Hereinafter, with reference to the accompanying drawings, preferred embodiments of the present invention that can specifically realize the above object will be described.

In the present embodiment, the same configuration as the prior art has the same name and the same reference numerals and description thereof will be omitted.

Referring to Figure 3 describes a torque steer prevention method of a vehicle according to the present invention.

The left camber angle A1 and the right camber angle A2 are adjusted such that the left angle B1 and the right angle B2 are equal.

At this time, if the left angle B1 and the right angle B2 are the same, the left camber angle A1 and the right camber angle A2 are different.

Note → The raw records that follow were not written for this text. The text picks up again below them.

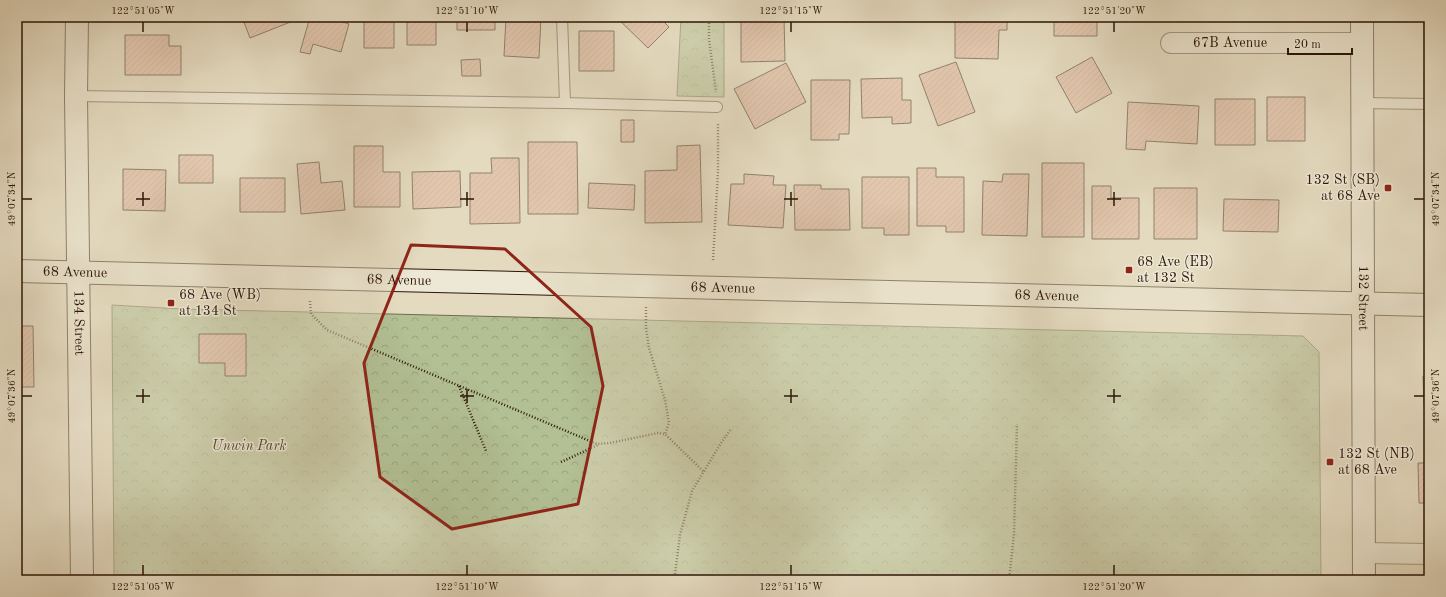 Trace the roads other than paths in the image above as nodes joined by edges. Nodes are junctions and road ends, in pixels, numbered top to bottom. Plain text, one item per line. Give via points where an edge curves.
1 (77, 17) edge
2 (562, 17) edge
3 (1362, 17) edge
4 (1171, 43) dead end
5 (1362, 43) junction
6 (76, 96) junction
7 (565, 103) junction
8 (1362, 103) junction
9 (1429, 104) edge
10 (717, 107) road end
11 (17, 271) edge
12 (79, 273) junction
13 (1364, 304) junction
14 (1429, 305) edge
15 (1364, 553) junction
16 (1429, 554) edge
17 (82, 580) edge
18 (1364, 580) edge

1 - 6 street, 134 Street
2 - 7 lane
3 - 5 street, 132 Street
4 - 5 street, 67B Avenue
5 - 8 street, 132 Street
6 - 7 lane
6 - 12 street, 134 Street
7 - 10 lane
8 - 9 lane
8 - 13 street, 132 Street
11 - 12 street, 68 Avenue
12 - 13 street, 68 Avenue
12 - 17 street, 134 Street
13 - 14 street, 68 Avenue
13 - 15 street, 132 Street
15 - 16 street
15 - 18 street, 132 Street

This makes it possible to equalize the left and right notches B1 and B2 simply by adjusting the left and right camber angles A1 and A2 without using the joint shaft in the non-driven drive shaft.

Therefore, since the left and right angles B1 and B2 are the same, the torque steer phenomenon due to the difference in angles is prevented.

Referring to the effects of the embodiment according to the present invention described above are as follows.

According to the present invention described above, the torque steer phenomenon can be prevented without using the joint shaft, so that the drive line is simplified and the productivity is improved.

The present invention has been described above only one embodiment, but as can be seen in the appended claims, those skilled in the art to which the present invention pertains may be modified without departing from the spirit of the present invention. It will be understood that it belongs to the scope of the invention.

Claims (1)

Defects the transaxle 12 in the engine, couples the drive shafts 16 and 18 in which the constant velocity joints 20 and the axle shafts 24 are coupled to the transaxle 12 and the drive shafts 16 ( 18, the left joint joint B1 of the drive shaft 16 and the right joint joint B2 of the drive shaft 18 are formed to have the same degree of binding, so that the wheel 30 can be adjusted. How to prevent torque steering in a car.